0010 — Vector embeddings + image search via OpenSearch k-NN¶
- Status: accepted
- Date: 2026-04-26
- Deciders: @kackey621, Willen Federation contributors
Context and Problem Statement¶
The M6 scope requires:
- Image-based item search — operators upload a photo of a product, the system returns the closest matches (an image-embedding nearest-neighbour query).
- Similar-product suggestions at registration time — when an operator enters a new item, surface candidates likely to be duplicates or variants.
- Keyword search — full-text queries across item titles, descriptions, attribute values, and storage location.
We need an indexing tier that handles both vector similarity and full-text scoring, ships as a single component, and runs reasonably on shared / single-host deployments.
Decision Drivers¶
- One index, both queries — running a vector DB next to a search engine doubles operations.

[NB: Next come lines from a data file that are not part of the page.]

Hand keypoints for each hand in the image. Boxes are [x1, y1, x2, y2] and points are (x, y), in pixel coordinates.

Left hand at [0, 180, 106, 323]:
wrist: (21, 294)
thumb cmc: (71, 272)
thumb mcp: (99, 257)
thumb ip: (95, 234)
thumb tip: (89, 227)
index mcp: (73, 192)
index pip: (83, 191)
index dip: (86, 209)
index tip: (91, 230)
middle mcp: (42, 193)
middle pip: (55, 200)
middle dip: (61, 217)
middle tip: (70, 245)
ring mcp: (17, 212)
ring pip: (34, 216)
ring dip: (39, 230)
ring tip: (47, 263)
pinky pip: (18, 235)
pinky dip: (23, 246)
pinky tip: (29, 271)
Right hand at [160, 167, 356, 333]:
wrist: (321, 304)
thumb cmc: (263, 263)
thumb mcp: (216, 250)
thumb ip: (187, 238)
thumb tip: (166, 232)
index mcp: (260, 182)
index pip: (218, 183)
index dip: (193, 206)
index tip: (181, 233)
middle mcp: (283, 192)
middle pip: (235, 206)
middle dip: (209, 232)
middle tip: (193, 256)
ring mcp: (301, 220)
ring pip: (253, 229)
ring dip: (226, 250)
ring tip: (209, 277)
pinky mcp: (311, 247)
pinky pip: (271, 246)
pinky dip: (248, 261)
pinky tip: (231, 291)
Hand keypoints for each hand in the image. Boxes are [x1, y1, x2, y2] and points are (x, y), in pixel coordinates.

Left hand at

- Self-hostable — operators must be able to run it on their own boxes; no SaaS dependencies on the data path.
- MariaDB compatibility — our primary store is MariaDB (cf. ADR 0007) and it has no native vector type. Embeddings must live elsewhere.

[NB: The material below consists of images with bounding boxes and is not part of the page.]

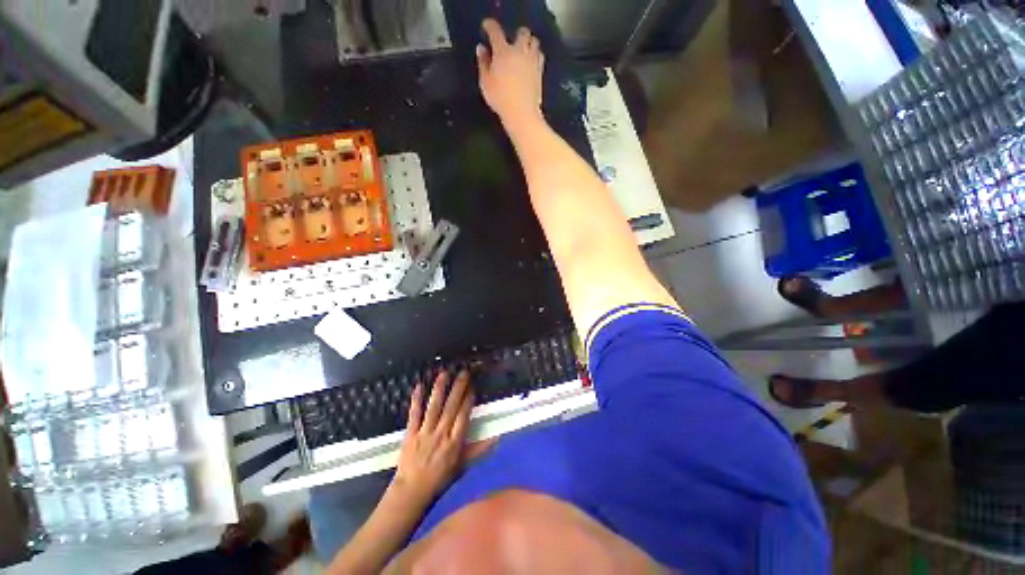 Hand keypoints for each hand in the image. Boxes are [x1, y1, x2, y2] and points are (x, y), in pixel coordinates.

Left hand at [391, 370, 473, 504]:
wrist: (412, 491)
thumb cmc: (441, 478)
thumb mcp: (463, 466)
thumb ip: (479, 450)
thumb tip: (497, 437)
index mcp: (455, 442)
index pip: (464, 416)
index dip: (468, 400)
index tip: (473, 386)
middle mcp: (441, 434)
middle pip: (451, 407)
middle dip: (458, 388)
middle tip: (464, 372)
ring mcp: (425, 433)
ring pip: (434, 407)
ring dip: (439, 389)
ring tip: (444, 374)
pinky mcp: (411, 433)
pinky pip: (414, 414)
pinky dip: (416, 400)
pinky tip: (419, 386)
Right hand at [476, 18, 544, 125]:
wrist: (522, 113)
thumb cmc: (500, 98)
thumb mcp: (485, 82)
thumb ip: (483, 63)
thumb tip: (481, 49)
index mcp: (503, 51)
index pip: (495, 31)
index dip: (490, 26)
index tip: (487, 26)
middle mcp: (519, 51)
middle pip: (522, 32)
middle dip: (516, 33)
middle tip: (511, 41)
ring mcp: (532, 60)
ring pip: (534, 41)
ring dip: (528, 42)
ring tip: (523, 49)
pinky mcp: (540, 71)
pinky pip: (540, 56)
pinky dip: (535, 54)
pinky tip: (531, 60) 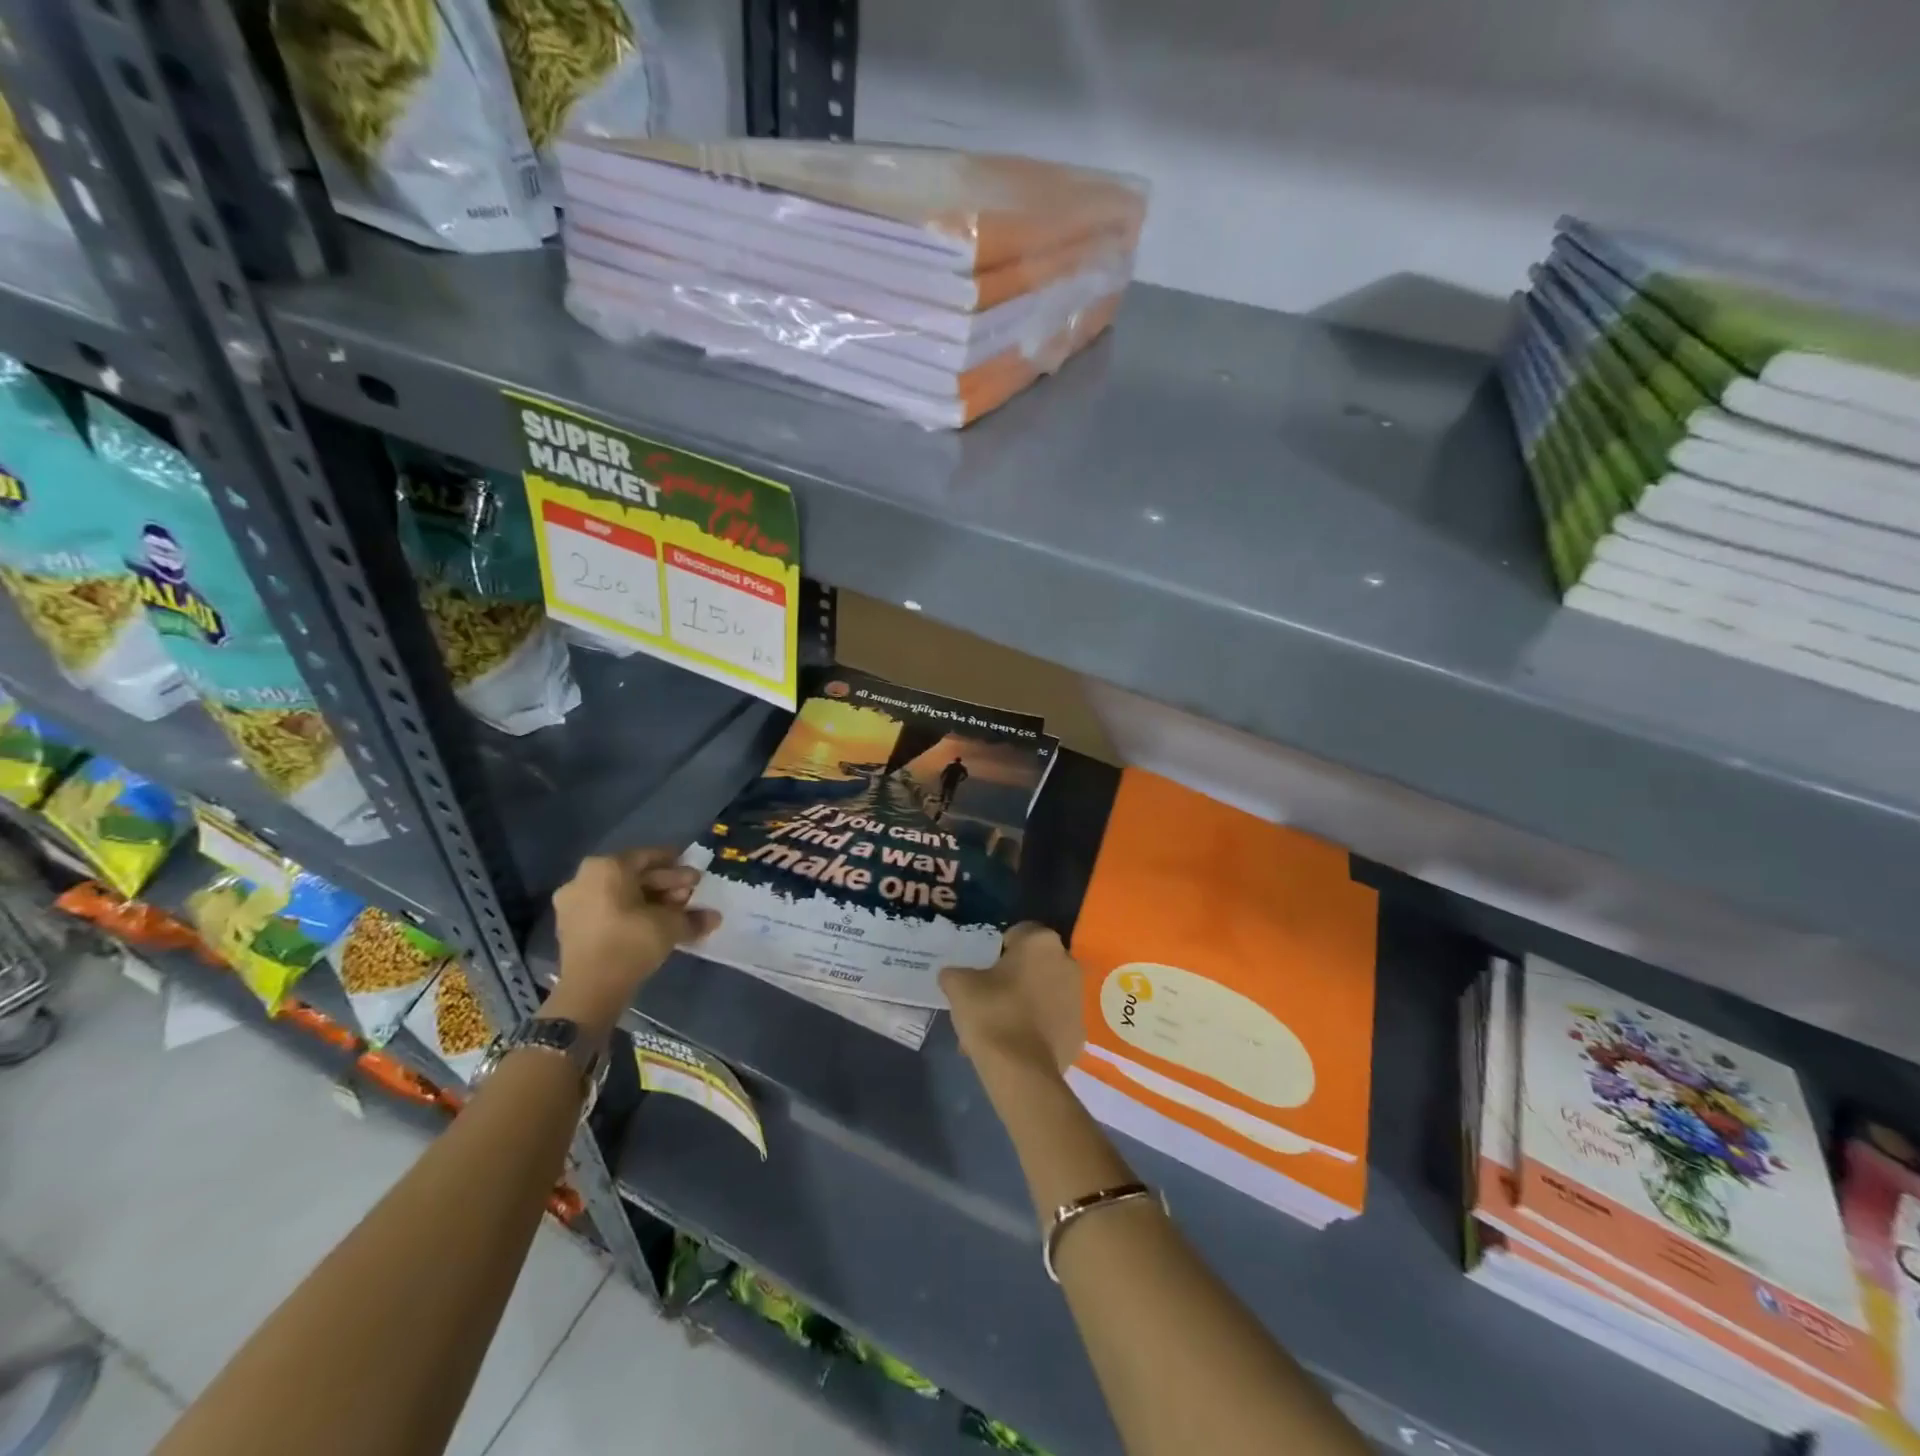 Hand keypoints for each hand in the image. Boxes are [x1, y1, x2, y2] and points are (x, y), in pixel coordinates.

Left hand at [548, 849, 719, 1033]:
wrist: (590, 989)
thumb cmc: (631, 942)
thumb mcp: (671, 925)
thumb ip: (693, 917)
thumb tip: (715, 917)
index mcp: (606, 867)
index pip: (648, 857)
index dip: (676, 866)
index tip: (695, 875)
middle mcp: (584, 878)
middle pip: (634, 876)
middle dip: (665, 886)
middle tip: (690, 895)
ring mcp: (573, 904)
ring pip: (620, 894)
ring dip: (650, 901)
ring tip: (676, 914)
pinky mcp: (570, 927)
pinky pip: (607, 910)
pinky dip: (630, 914)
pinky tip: (654, 926)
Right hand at [941, 922, 1084, 1077]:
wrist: (1021, 1070)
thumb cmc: (992, 1013)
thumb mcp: (959, 986)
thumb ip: (954, 973)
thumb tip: (952, 975)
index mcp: (1041, 942)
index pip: (1017, 933)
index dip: (997, 950)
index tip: (983, 971)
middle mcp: (1067, 962)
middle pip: (1034, 963)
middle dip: (1014, 976)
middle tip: (989, 997)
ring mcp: (1078, 998)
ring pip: (1045, 992)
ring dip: (1027, 1001)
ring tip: (999, 1026)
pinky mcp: (1080, 1031)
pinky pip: (1054, 1020)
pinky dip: (1039, 1026)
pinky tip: (1016, 1043)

- Composes with ADR 0009 — embedding production is independent of storage.
Considered Options¶
Option A — pgvector (would require migrating to PostgreSQL)¶
- (+) Mature, single-store solution.
- (−) Requires migrating off MariaDB. Out of scope and would invalidate every existing migration.

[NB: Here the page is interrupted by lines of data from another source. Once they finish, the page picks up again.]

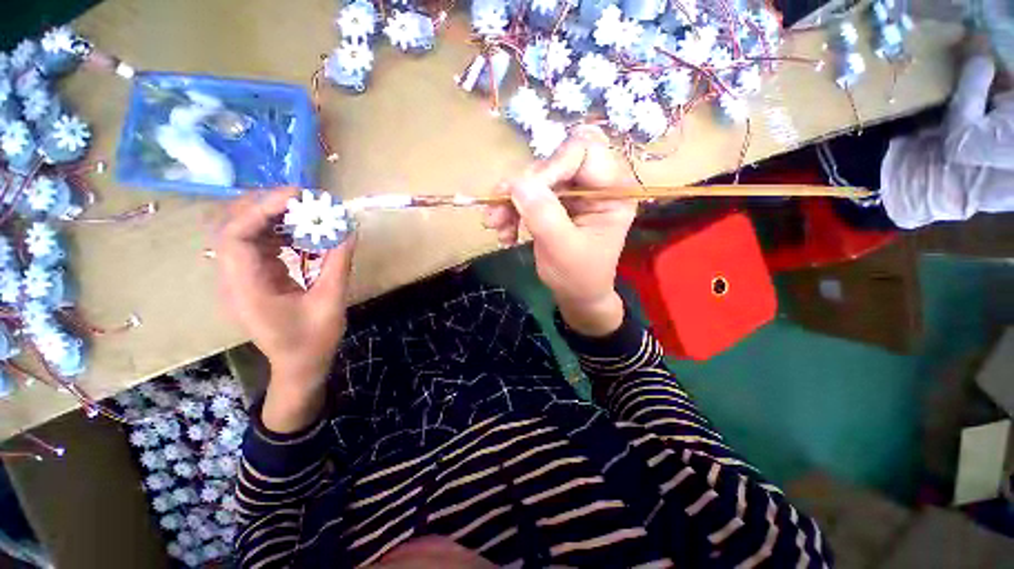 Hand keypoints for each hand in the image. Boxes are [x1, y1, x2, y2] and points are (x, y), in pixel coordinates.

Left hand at [215, 188, 353, 430]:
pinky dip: (279, 230)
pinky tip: (302, 231)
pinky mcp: (253, 276)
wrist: (299, 364)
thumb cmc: (313, 340)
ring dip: (273, 215)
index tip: (298, 197)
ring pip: (243, 230)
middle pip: (233, 226)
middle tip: (305, 200)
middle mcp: (234, 277)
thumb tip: (348, 229)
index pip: (235, 235)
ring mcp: (241, 276)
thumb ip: (338, 263)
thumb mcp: (331, 301)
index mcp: (246, 288)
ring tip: (307, 210)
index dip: (262, 210)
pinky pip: (258, 243)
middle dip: (267, 206)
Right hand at [483, 126, 637, 335]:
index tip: (523, 194)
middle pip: (553, 164)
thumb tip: (516, 182)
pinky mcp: (557, 204)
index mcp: (612, 191)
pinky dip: (512, 212)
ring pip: (535, 180)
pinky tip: (505, 233)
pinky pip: (529, 196)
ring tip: (494, 226)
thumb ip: (542, 214)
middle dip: (521, 189)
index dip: (550, 168)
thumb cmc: (579, 277)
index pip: (583, 152)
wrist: (577, 296)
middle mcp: (594, 185)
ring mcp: (574, 194)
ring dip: (510, 202)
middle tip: (496, 214)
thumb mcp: (562, 248) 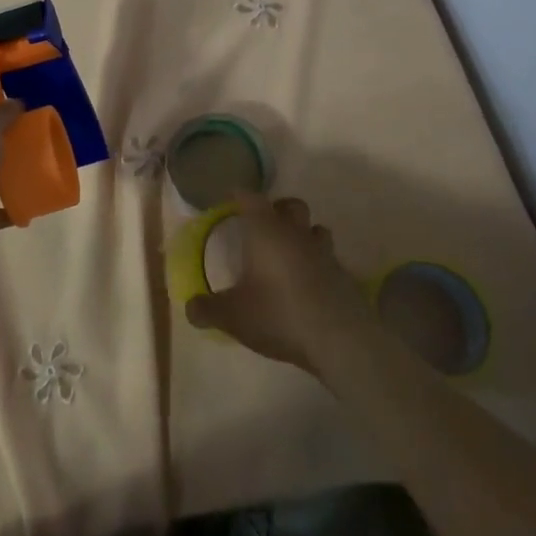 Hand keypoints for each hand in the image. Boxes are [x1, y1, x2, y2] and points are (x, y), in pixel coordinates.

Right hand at [185, 196, 375, 373]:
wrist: (339, 340)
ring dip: (304, 234)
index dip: (240, 195)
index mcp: (266, 232)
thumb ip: (207, 309)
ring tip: (291, 252)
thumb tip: (190, 308)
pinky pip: (330, 260)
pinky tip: (310, 283)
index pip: (251, 198)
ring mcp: (325, 254)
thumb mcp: (232, 316)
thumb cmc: (278, 314)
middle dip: (278, 209)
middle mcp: (296, 234)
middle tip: (264, 225)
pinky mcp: (345, 277)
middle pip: (292, 205)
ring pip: (316, 229)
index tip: (231, 198)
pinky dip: (319, 264)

Option B — Dedicated vector DB (Qdrant, Milvus, Weaviate)¶
- (+) Best-in-class vector performance.
- (−) Adds a second deployable component. Full-text search still needs another tool (or we accept poor LIKE-based queries).
- (−) Two operational dependencies for the operator.
Option C — OpenSearch with k-NN plugin¶
OpenSearch ships native k-NN (HNSW) and Lucene full-text in one engine. Indexing an item produces both a text field (for BM25 scoring on title/description/attributes) and a knn_vector field (for image / text embedding similarity). One query API, one operational footprint.
- (+) Single component for both query types.
- (+) Apache 2.0, fully self-hostable, supports JVM-tunable resource limits.
- (+) Mature PHP client (
opensearch-project/opensearch-php). - (+) Composes with the OpenFeature flag for gradual rollout — when the index is unavailable the application falls back to a
NullSearchIndex(MariaDB LIKE). - (−) JVM dependency means another container in
docker-compose.yml. Acceptable cost; we already run MariaDB and (optionally) Keycloak. - (−) Index rebuilds are slow for large catalogues. M6 ships an offline reindex script (
scripts/reindex_opensearch.php).
Decision Outcome¶
Chosen option: C — OpenSearch with k-NN.
Index design¶
Two primary indices:
saso_items— one document perItem. Fields:id(long, pk)title(text + keyword sub-field)description(text)barcode(keyword) — ISBN / EAN / JAN / UPCcategory_path(keyword array)storage_location_code(keyword)attributes(nested:namekeyword +valuetext)text_embedding(knn_vector, dim=embedding.dimfromsystem_setting)image_embedding(knn_vector, dim same as above; multi-valued for items with multiple photos)saso_storage_locations— one document per location code (warehouse → row → column → bin). Used by location autocomplete.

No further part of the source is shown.